Version-Release number of selected component (if applicable):
Steps to Reproduce:
1. Have LVM PV's on whole disks (e.g /dev/sda)
2. Install RHEL4
3. Those whole disks now are corrupted due to empty partition tables being
written to them (by Disk Druid most likely)
Actual Results: I lost my LVM volume groupos
Expected Results: Disk Druid should have left those disks alone
Similar issue with installation on a system with multiple paths to the same
disks, hence showing up as sda, sdb, sdc and sdd. All partition tables were
blank. I only changed sda (partitioning it and setting up the LVM the way I
wanted it). The installation appeared fine until I rebooted it and sda had an
empty partition table.
It looks like this happens)
* choose the partition scheme
* partitions for sda get set up as requested.

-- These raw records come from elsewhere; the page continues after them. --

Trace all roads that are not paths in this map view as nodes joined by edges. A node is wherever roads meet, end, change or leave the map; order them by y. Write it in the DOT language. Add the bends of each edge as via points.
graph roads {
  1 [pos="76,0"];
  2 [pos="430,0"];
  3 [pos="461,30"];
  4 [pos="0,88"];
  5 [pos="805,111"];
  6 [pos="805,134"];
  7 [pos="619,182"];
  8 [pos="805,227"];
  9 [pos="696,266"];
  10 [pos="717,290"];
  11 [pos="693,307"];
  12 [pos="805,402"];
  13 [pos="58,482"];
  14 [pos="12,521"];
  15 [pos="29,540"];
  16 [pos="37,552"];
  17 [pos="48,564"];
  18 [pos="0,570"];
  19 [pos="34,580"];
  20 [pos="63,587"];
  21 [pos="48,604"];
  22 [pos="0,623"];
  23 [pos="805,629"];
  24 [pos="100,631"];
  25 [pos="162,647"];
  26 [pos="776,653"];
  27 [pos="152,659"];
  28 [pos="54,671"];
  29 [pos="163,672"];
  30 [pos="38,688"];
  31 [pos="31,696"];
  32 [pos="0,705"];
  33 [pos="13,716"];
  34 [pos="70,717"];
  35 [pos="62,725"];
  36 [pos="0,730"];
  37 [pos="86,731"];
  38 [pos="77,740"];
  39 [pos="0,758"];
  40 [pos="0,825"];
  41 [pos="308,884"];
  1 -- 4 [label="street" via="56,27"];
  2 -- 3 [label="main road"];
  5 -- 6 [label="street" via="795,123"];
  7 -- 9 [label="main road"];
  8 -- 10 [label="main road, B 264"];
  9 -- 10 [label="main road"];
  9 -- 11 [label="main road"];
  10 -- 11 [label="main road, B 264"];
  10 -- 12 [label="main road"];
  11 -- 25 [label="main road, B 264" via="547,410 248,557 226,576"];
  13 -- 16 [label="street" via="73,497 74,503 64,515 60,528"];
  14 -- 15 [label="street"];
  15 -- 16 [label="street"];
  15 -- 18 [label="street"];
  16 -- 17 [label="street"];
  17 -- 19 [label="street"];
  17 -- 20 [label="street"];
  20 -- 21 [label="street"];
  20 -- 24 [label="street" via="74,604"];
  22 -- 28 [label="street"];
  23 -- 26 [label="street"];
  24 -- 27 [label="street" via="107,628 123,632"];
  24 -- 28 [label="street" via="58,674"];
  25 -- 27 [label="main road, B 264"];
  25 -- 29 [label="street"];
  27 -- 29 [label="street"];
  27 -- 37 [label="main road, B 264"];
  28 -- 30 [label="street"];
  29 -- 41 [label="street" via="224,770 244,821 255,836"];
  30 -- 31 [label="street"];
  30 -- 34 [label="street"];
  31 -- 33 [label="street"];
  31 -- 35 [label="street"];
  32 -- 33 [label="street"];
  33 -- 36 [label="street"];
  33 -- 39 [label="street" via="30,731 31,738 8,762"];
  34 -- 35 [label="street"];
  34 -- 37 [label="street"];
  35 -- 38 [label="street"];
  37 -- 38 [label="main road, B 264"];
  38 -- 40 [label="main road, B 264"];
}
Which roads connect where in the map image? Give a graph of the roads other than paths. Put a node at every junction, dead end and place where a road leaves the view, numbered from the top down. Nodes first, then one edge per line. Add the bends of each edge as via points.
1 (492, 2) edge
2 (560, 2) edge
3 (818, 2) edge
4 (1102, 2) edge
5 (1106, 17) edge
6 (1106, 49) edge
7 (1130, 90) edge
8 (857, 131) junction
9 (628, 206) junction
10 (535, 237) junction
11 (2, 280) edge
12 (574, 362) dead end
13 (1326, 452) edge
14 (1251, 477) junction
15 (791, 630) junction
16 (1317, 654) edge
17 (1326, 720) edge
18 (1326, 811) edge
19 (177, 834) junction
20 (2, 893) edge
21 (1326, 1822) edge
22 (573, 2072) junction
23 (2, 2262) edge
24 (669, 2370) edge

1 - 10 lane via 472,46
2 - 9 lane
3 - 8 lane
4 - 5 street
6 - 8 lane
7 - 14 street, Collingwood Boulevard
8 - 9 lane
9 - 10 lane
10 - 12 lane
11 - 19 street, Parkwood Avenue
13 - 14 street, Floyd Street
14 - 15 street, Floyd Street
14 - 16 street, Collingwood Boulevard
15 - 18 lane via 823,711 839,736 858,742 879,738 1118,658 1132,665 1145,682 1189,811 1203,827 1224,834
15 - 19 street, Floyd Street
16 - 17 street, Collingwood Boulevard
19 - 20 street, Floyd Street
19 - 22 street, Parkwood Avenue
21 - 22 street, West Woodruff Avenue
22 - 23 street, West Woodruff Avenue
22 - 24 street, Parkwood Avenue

* partitions for sdb, c and d get reinitialised as shown, but not requested.
Since they are all paths to the same disk, goodbye partition table.
I was fortunately paying attention to allocation for partitions and was able to
fdisk the partition table back to what it should have been and recover the
installation, but if you don't change a partition then the installer shouldn't
force any partition scheme on it.
We do not support upgrades from RHL to RHEL.
See the last sentence in the second paragraph of the following FAQ:
I was doing a fresh install, not an upgrade. I have never done anything
but fresh installs.
Your missing a very CRITICAL point here. The RHEL install program
is trashing real data on disks it should not be touching! It will happen
no matter what might already be installed on the machine. Has nothing
to do with fresh install vs. upgrade.
This IS A BUG! A LVM PV on a whole disk (i.e. sda instead of sda1)
gets trashed by anaconda
To be more specific, what I suspect is happening is that Disk Druid is writing
empty partition tables on to any disk it finds on the computer that does not
already have a partition table. This is trashing the LVM PV. Disk Druid should
not write to a disk in any way unless the user explicity requests an operation
in the Disk Druid GUI for that disk.
This is really an unsupported setup -- the PV for lvm shouldn't be the whole
disk, but rather a partition of type 8e that spans it.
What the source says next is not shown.